Many of you have probably been involved in a new, comfortable situation – holed up under the covers at home with Netflix (and perhaps BitTorrent, shame on you). In 2014, attendance at North American movie theatres hit a nearly two-decade low. Things are expected to bounce back somewhat this year; The Force Awakens is obviously a factor.

The film presented an enormous opportunity. Here was a chance for theatres to woo back audiences, by showing them what they’ve been missing. Think midnight mass: You’ve got a once-a-year audience packed into the pews and you want to be welcoming and impressive enough that they’ll consider returning on some regular Sunday.

So this reunion with the theatre for Star Wars should have been an easy and spectacular encounter. Perhaps you discovered that it wasn’t.

You may have wondered what the heck D-Box 3-D UltraAVX Atmos was, and why it cost $23.50 per ticket – or how it differed from UltraAVX 3-D, regular 3-D, or just “regular.” Perhaps you balked, as I did, at the $46.38 spent on popcorn and sugary drinks – a total that did not seem to reflect the fact that you ordered family members to share, and even applied your Scene Card discount.

That’s when you, who have not been to the theatre in some time, were introduced to the fresh hell of the self-serve beverage machine. (Depending on your location.) You may have been surprised, after lining up for popcorn, when the person behind the counter handed over paper cups that were, alas, empty and directed you and your brood over to yet another line-up.

There you performed a balancing act – popcorn, children, movie tickets – while you searched for space on the inadequately sized counter and selected from infinite flavour offerings on a touch screen that may have thrilled your seven-year-old, but probably provoked a different reaction in you, the thirsty adult breaking out into a sweat as the queue behind you grew ever longer.

There are some aspects of the movie-theatre experience that are beyond the theatre’s control: the bathroom stall spoilers (it happened to us), the play-by-play plot-breakdown whispers from the couple behind you, the last-bit-of-pop slurpers at key emotional moments, the Tommy Texters.

But 15 minutes (approx.) of commercials? After living through those inane interactive quizzes? Followed by a similarly long block of trailers? While I did thoroughly enjoy a mock trailer for Chicken Squad – an ad from the B.C. Chicken Marketing Board – one line from it seemed to sum up the endurance test of this movie-going experience: “Oh, cluck.”

It seems to me if they want to lure audiences back to the theatres and away from their couches and all the binge-watching they can manage for $9.99 a month, exhibitors are going to have to do better.
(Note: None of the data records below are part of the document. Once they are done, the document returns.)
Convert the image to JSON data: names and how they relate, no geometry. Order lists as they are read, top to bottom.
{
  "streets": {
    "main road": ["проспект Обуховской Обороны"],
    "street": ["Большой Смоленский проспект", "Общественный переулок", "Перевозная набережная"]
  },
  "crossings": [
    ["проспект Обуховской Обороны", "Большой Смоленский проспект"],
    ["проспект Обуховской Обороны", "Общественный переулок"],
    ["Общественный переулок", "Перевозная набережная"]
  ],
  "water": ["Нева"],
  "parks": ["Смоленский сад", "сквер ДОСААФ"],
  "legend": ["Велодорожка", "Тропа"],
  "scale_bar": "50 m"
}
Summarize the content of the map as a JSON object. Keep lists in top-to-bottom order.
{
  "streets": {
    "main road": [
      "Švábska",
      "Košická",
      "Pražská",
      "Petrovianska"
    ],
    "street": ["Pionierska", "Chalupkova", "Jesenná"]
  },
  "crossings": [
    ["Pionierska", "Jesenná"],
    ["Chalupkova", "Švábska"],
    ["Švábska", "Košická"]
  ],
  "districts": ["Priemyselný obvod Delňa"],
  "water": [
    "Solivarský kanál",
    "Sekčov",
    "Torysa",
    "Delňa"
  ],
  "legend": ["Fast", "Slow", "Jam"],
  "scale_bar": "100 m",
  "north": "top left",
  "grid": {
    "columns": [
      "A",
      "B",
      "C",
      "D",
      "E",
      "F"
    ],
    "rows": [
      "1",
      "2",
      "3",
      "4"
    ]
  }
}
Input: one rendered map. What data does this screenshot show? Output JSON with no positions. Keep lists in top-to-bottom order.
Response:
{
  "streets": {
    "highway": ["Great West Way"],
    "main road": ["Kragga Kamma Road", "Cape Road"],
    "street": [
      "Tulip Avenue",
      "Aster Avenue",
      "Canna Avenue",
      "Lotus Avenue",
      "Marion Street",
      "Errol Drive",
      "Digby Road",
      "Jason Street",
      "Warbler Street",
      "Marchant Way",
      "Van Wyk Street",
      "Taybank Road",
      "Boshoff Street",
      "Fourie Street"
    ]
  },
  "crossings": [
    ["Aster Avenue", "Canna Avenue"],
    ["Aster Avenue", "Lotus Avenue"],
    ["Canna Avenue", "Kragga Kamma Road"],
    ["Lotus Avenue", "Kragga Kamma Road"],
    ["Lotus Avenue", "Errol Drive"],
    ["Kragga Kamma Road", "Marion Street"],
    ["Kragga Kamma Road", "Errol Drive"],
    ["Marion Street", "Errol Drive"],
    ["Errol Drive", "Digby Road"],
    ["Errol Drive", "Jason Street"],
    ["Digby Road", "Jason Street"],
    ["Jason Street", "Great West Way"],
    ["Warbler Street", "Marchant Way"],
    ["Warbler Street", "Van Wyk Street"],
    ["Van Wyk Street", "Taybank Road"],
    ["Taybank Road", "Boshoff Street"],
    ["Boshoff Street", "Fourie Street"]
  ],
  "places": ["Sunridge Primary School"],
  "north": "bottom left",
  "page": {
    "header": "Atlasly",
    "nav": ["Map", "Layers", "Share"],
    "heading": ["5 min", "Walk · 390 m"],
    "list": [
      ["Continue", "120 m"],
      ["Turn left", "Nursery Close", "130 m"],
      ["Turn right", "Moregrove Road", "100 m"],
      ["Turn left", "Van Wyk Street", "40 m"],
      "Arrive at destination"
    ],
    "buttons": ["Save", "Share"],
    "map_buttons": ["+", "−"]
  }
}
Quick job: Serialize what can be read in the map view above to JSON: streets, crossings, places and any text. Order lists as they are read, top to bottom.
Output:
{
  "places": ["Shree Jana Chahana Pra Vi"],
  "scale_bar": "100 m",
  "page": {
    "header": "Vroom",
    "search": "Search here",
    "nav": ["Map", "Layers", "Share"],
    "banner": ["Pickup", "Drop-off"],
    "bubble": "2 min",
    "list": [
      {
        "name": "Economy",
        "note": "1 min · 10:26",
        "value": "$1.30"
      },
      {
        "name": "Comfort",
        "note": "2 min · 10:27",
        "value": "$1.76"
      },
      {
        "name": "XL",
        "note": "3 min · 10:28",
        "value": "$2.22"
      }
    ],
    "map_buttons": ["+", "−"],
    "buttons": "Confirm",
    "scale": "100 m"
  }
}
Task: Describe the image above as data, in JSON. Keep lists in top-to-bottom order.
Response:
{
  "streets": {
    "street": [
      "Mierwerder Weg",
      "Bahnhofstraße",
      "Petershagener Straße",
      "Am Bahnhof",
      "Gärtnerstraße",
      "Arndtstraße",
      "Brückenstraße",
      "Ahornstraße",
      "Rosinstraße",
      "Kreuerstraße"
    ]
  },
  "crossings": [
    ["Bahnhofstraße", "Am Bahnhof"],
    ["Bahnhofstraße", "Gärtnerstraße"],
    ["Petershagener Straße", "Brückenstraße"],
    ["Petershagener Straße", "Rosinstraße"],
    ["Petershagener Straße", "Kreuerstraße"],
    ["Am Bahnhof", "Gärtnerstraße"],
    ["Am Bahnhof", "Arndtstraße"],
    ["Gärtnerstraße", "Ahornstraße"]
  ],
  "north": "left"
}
Otherwise it’s just too easy to stay home and watch Making a Murderer or 134 episodes of The Good Wife.

A film diet consumed entirely at home is a viable option, with a film and TV landscape that is pretty much unrecognizable from the previous time a Star Wars movie whisked us to a galaxy far, far away.

On iTunes, you can already order recent blockbusters such as The Martian orMad Max: Fury Road – both of which are up for Best Picture awards at this weekend’s Golden Globes and are likely to score Oscar nominations when they’re announced on Thursday.

In 2015, Netflix subscribers watched 42.5 billion hours of programming. This week, Netflix announced a huge global expansion into more than 130 new countries (with the notable exception of China – and they’re working on that). “You are witnessing the birth of a global TV network,” said chief executive officer Reed Hastings.

That birth comes with all kinds of potential carnage. In Canada, pick-and-pay, cord-cutting (and cord-nevers – people who have never subscribed to cable and don’t plan to) are of grave concern to cable and satellite providers and the television industry. A report out this week predicts funding and job losses with the great cable unbundling to come – even a threat to the survival of some Canadian channels.

Sure, giant releases such as Star Wars and 3-D technology you can’t get at home will always be a draw. But if it’s unpleasant at the multiplex, it’s pretty easy to just stay home; there’s always something to watch. I love going to the movies, and I hate being a Marsha Moaner, but I fear the industry is losing the plot – and is in danger of losing the audience, too.